Personally, I would get value out of really solid compatibility of the base features of a few core services (sqs, s3, kms, and maybe dynamo are the main ones that come to mind) with a light weight gui interface and persistence.

If I’m getting into esoteric features or some “big” features that don’t make sense locally, then I just spin up a real dev account of aws, so I know I’m getting the real experience.

petcat 4 hours ago | parent [-]

> getting into esoteric features

The problem is that everybody needs different "core" features

> > compatibility of the base features of a few core services (sqs, s3, kms, and maybe dynamo are the main ones that come to mind)
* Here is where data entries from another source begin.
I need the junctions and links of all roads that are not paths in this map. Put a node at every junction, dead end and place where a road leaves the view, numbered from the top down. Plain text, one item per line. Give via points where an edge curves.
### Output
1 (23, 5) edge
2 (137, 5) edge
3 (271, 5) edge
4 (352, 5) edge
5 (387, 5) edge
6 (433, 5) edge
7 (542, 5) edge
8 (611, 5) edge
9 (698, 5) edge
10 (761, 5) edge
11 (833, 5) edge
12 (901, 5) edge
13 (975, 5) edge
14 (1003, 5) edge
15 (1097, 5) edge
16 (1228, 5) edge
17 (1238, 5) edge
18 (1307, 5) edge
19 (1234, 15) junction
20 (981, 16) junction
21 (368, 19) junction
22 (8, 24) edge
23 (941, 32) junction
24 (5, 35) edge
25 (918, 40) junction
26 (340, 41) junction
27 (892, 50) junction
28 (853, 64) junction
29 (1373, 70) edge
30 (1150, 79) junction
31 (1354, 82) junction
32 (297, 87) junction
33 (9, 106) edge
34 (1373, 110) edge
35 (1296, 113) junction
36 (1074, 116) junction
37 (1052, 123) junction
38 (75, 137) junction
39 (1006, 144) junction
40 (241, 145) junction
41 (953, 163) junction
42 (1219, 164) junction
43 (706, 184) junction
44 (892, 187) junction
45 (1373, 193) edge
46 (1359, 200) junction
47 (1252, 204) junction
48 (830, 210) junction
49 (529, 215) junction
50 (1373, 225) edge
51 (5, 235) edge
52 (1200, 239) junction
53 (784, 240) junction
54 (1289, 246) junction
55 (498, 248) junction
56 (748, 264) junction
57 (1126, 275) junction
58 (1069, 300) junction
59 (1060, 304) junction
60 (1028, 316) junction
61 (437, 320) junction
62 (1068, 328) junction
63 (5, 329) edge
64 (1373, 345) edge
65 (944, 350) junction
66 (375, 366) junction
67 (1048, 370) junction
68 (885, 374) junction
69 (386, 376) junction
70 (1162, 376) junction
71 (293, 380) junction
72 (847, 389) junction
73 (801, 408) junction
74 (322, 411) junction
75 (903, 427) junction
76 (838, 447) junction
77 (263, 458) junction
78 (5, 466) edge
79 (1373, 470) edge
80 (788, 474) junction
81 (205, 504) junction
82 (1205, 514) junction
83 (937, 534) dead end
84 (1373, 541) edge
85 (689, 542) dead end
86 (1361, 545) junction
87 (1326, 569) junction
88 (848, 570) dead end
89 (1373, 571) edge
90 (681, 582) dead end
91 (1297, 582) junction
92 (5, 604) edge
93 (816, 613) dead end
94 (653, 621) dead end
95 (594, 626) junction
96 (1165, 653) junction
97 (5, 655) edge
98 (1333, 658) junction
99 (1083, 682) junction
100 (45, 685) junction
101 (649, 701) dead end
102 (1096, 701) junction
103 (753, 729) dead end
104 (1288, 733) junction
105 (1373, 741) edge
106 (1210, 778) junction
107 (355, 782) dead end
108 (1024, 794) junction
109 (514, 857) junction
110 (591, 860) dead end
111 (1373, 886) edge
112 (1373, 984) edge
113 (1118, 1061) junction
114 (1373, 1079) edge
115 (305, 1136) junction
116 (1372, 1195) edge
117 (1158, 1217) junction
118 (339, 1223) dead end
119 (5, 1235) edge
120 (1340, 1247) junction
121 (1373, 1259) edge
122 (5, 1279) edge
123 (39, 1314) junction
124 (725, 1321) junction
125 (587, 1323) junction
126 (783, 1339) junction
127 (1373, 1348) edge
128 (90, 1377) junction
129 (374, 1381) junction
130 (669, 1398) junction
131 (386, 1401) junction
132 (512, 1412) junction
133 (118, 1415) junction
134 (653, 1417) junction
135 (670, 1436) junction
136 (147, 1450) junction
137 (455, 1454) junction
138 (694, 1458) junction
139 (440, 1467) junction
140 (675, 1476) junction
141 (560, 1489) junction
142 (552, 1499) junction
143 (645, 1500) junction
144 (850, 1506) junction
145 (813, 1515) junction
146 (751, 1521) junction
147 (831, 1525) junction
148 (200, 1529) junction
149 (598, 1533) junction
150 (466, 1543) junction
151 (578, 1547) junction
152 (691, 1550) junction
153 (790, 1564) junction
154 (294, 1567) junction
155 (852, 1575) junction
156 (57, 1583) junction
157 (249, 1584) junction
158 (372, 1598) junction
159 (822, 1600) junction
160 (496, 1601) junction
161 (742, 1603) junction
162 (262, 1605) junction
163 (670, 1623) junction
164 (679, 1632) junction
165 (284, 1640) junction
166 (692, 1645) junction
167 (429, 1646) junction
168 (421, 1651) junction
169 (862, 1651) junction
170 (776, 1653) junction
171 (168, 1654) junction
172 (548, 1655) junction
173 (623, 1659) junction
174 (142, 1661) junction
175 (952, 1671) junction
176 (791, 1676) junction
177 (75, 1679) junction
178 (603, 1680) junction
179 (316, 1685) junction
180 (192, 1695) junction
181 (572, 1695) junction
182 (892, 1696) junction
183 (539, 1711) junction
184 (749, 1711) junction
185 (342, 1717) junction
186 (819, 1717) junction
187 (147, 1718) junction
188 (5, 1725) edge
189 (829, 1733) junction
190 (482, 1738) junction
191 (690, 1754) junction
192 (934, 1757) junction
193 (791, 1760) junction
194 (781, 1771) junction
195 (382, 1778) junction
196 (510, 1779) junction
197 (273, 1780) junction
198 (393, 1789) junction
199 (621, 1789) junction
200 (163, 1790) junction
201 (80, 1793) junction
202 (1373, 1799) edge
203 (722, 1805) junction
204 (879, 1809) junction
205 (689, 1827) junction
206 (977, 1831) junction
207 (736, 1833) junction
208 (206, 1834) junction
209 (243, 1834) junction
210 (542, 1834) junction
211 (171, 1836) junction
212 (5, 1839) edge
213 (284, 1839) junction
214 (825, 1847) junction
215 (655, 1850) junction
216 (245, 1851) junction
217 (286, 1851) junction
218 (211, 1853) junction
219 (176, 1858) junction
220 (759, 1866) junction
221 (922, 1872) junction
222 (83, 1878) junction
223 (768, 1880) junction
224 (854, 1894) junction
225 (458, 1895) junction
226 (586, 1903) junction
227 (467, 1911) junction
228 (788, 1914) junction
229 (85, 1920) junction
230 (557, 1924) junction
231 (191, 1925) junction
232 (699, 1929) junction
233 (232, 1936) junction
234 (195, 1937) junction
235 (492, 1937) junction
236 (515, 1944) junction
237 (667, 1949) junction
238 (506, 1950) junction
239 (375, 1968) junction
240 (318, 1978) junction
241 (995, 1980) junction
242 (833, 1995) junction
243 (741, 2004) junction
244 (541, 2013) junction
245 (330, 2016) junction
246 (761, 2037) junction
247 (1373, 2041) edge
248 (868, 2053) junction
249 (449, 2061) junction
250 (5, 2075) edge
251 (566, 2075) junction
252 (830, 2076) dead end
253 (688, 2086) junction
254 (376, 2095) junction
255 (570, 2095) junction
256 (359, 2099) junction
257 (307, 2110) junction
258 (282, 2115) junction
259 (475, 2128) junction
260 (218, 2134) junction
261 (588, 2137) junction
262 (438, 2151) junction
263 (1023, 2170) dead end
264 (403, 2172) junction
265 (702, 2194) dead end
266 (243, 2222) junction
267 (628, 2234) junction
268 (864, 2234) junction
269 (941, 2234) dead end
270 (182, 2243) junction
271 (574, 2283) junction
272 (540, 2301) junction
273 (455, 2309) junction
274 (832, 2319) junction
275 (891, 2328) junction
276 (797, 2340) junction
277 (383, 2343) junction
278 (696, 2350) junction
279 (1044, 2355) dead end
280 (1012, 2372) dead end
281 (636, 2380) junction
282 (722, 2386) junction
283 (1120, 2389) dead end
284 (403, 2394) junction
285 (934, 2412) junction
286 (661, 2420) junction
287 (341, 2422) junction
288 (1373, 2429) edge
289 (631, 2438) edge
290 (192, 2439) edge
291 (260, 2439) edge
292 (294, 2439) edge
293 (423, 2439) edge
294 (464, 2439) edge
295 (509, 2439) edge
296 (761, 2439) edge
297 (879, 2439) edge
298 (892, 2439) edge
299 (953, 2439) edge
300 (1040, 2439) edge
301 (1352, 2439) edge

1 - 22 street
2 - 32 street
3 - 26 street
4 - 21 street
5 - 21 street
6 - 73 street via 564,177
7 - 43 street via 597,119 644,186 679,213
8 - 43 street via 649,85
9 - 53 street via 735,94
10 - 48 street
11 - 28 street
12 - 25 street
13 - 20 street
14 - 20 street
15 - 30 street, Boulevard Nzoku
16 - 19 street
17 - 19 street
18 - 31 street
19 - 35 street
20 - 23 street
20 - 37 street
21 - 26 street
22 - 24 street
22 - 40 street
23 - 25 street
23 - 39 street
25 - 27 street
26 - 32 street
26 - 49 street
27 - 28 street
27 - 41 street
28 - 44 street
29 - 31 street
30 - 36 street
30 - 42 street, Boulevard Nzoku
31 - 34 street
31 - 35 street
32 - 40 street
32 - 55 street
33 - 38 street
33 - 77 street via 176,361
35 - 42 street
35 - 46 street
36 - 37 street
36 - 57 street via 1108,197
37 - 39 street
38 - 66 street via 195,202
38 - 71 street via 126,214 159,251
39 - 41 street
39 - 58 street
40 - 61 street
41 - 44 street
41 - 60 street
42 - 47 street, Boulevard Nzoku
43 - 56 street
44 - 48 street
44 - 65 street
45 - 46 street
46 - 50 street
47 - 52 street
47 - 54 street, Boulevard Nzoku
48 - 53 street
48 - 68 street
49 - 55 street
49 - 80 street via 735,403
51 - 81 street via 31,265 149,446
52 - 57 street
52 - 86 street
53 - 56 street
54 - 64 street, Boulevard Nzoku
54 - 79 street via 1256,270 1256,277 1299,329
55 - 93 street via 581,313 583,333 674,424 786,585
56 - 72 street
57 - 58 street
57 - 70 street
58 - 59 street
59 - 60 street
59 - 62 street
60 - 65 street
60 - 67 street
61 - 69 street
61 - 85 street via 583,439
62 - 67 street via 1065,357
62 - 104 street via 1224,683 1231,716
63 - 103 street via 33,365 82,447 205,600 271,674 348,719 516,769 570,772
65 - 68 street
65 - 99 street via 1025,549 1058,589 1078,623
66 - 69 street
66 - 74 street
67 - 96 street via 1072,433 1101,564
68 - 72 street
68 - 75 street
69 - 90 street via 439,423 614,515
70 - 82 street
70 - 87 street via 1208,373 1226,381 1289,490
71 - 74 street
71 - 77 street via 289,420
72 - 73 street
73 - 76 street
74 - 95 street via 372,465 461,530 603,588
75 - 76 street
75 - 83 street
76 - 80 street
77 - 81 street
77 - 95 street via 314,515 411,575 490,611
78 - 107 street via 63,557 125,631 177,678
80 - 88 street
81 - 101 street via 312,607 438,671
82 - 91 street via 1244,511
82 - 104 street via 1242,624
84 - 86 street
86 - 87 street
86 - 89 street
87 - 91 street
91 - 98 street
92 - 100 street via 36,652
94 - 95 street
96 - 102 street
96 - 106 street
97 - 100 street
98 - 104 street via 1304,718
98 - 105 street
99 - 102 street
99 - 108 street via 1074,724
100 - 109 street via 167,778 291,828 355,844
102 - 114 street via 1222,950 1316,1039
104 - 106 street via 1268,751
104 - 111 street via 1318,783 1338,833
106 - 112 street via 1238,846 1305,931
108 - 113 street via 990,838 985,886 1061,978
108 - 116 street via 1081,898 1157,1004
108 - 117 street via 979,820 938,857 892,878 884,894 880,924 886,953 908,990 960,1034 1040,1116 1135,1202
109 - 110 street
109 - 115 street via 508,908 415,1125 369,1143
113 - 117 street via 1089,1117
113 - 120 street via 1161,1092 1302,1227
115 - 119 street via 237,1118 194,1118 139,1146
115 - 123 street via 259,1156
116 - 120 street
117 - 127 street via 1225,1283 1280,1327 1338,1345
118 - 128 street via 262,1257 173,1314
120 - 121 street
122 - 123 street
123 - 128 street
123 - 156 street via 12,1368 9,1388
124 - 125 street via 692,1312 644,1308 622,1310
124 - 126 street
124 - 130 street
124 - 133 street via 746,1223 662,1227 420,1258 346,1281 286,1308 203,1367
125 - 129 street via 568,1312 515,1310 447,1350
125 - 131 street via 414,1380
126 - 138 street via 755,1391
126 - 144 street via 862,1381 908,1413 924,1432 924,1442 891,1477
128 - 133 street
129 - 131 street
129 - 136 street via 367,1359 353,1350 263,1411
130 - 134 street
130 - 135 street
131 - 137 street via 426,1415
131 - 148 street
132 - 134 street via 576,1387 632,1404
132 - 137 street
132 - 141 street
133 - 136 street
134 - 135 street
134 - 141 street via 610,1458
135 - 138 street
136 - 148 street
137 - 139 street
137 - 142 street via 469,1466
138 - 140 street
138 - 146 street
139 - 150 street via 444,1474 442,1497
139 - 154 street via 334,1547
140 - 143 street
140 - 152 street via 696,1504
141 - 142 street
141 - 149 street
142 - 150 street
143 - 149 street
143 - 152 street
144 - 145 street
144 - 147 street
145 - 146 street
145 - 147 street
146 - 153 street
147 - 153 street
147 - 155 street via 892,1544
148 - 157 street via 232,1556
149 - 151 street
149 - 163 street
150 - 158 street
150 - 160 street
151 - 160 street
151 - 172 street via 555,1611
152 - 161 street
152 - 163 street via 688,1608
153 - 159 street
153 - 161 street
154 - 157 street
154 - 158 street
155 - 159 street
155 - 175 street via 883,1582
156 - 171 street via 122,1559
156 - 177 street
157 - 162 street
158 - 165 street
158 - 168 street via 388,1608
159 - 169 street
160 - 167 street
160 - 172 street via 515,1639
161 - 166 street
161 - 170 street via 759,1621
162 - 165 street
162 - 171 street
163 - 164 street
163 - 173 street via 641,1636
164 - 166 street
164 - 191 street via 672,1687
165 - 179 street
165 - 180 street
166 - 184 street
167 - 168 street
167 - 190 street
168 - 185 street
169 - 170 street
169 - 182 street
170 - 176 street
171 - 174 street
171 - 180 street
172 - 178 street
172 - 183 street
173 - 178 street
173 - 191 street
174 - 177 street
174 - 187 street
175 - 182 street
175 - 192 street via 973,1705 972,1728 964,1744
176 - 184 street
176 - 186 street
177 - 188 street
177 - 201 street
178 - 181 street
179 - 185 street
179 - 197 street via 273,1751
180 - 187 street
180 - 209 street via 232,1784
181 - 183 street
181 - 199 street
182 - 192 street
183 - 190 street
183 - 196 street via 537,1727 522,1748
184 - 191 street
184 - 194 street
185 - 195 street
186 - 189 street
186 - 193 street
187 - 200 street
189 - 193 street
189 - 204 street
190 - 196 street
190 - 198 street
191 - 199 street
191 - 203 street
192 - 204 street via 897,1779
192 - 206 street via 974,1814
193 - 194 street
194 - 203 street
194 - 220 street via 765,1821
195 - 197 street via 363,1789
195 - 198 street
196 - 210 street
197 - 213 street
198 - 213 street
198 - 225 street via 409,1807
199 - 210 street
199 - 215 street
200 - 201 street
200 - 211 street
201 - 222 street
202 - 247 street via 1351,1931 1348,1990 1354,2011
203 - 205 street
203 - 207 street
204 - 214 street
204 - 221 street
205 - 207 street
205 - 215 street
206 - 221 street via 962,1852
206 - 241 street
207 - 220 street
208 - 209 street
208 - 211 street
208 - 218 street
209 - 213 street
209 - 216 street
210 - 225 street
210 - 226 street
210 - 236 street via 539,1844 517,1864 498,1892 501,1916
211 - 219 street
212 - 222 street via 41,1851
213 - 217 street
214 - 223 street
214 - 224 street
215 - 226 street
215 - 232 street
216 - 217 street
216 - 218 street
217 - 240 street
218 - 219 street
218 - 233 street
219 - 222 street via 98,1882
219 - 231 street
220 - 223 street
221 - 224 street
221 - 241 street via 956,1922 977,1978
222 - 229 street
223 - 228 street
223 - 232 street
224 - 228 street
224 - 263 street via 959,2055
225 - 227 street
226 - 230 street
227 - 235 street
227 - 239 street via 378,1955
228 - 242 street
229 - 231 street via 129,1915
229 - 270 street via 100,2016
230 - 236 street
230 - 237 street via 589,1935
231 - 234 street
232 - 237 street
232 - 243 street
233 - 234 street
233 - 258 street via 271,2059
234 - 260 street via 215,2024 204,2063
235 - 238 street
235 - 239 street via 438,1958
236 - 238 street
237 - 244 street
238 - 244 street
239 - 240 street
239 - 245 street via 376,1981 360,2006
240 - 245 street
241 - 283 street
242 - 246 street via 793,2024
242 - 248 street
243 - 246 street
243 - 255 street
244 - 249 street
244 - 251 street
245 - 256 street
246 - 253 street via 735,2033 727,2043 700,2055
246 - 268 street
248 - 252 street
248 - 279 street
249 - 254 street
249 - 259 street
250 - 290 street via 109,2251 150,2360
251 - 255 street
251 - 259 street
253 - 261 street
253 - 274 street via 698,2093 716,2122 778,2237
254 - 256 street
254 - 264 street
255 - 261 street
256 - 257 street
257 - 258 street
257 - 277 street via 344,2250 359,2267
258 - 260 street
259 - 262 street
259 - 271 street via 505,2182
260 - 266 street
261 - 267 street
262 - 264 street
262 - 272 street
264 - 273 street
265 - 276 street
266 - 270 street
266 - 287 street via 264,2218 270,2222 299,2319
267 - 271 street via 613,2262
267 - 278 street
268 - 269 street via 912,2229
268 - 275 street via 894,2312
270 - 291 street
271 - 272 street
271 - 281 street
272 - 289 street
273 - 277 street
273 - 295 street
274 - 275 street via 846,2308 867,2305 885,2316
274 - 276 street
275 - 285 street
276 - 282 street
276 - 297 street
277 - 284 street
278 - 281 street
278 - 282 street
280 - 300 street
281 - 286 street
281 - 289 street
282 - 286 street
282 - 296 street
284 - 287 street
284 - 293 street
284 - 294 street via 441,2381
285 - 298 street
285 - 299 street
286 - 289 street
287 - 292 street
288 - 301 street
For instance, I don't care about any of those features at all. But I would care a lot about EC2, RDS, and ElastiCache Redis

drzaiusx11 an hour ago | parent [-]

I'd put ALL the ones listed above: SQS, S3, KMS, DynamoDB, EC2, RDS, Redis in the required "core" services column, and also throw in IAM, SNS, and SecretsManager as well. Those are all table stakes imho.

I'm using all of the above in LocalStack today. Frankly, I don't believe this is as "impossible" a task as several in this thread are insinuating. It's the type of rote work you can delegate to AI to build these days, as observed in this OP.

Building a test suite to validate the state-transient mocks in question against the real deal is not difficult. Only annoyingly expensive (in time and money) if run often, which is exactly the problem they're solving.